Richard Wildes, left, and VP Research & Innovation Stan Shapson with Wildes' CFI certificate
If computers could see the way Richard Wildes imagines they could, they might be friendlier and more personable. How? They could automatically interpret the movements and gestures that their users make. Interaction with computers would thus become more natural as they began to take advantage of cues that humans use in their day-to-day interactions.
Gesture recognition is just one of the projects Wildes, a computer scientist and vision researcher, is pursuing in a new laboratory at York, set up with funds from the Canada Foundation for Innovation New Opportunities program.
Another problem Wildes is studying in the CFI-funded lab is how information about the physical and geometric structure of the world can be distilled from camera images of a scene.
This research could lead to more sophisticated computer interpretation of aerial images from binocular imagery or a video sequence, and could be used in geomatics – computerization applied to geography – and space robotics.

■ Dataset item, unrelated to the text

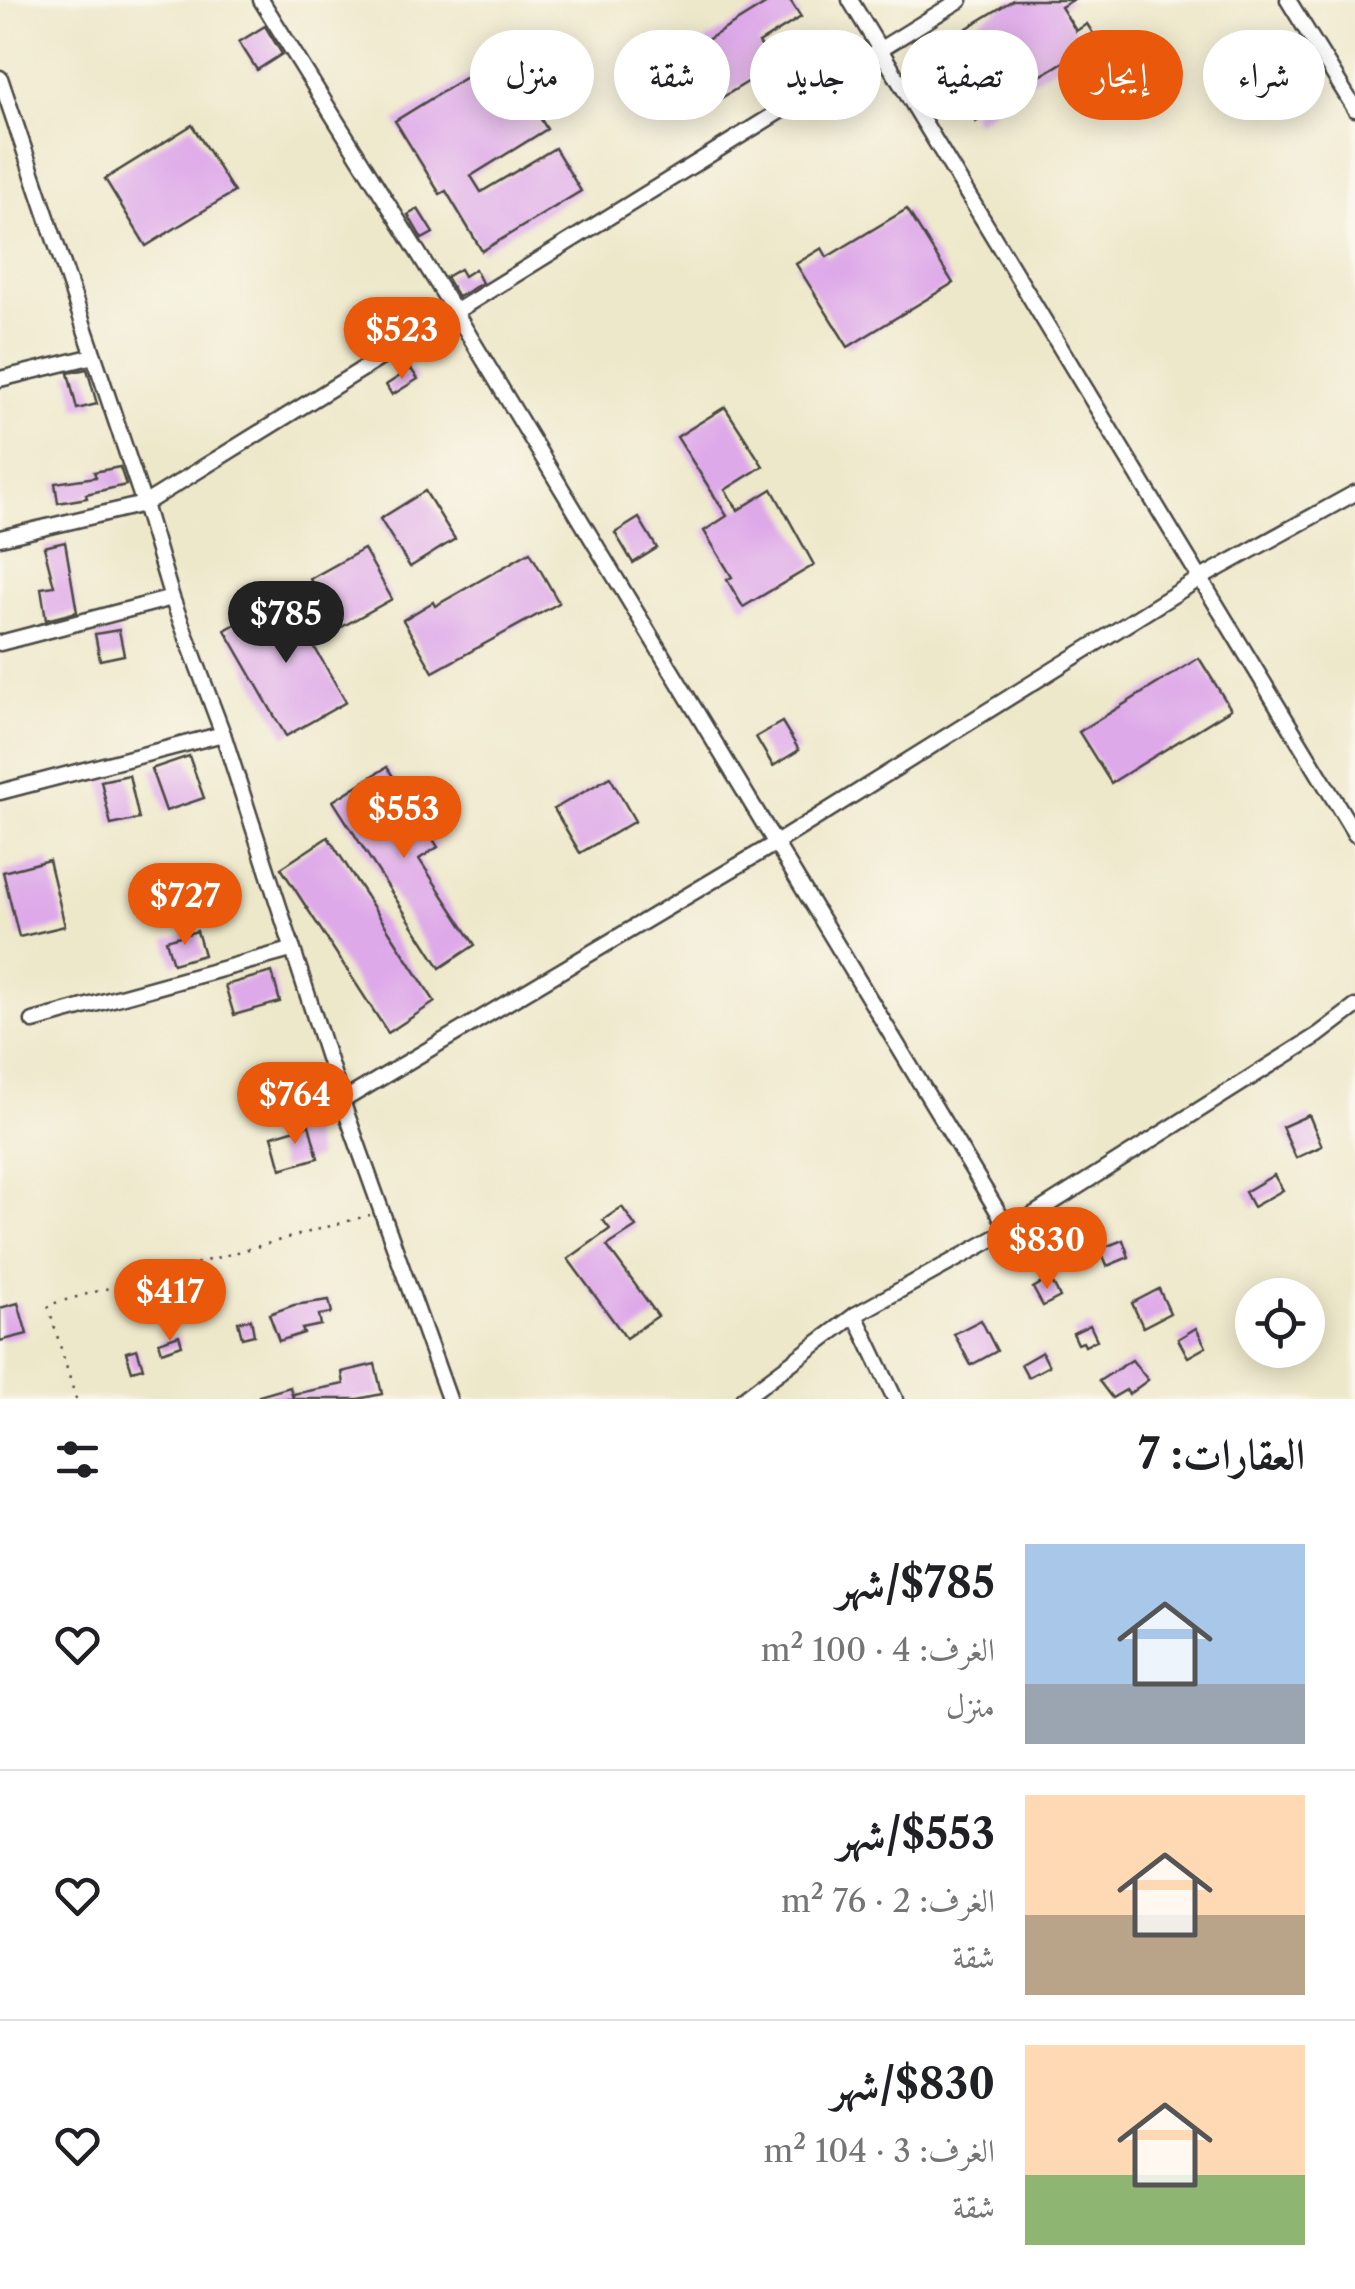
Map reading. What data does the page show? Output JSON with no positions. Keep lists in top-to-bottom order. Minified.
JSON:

Left: an example of a robot that could be used in space or planetary exploration
Wildes, who obtained his PhD from the Massachusetts Institute of Technology in 1989, is interested in machine and biological vision, and allied aspects of image processing, robotics and artificial intelligence. He is particularly interested in the analysis and understanding of binocular and motion imagery.
The new lab will be devoted to analytic and empirical studies of visual information processing, with an emphasis on binocular and motion imagery. The work may enhance our understanding of how biological systems see. And it could pave the way to endowing machines with sight.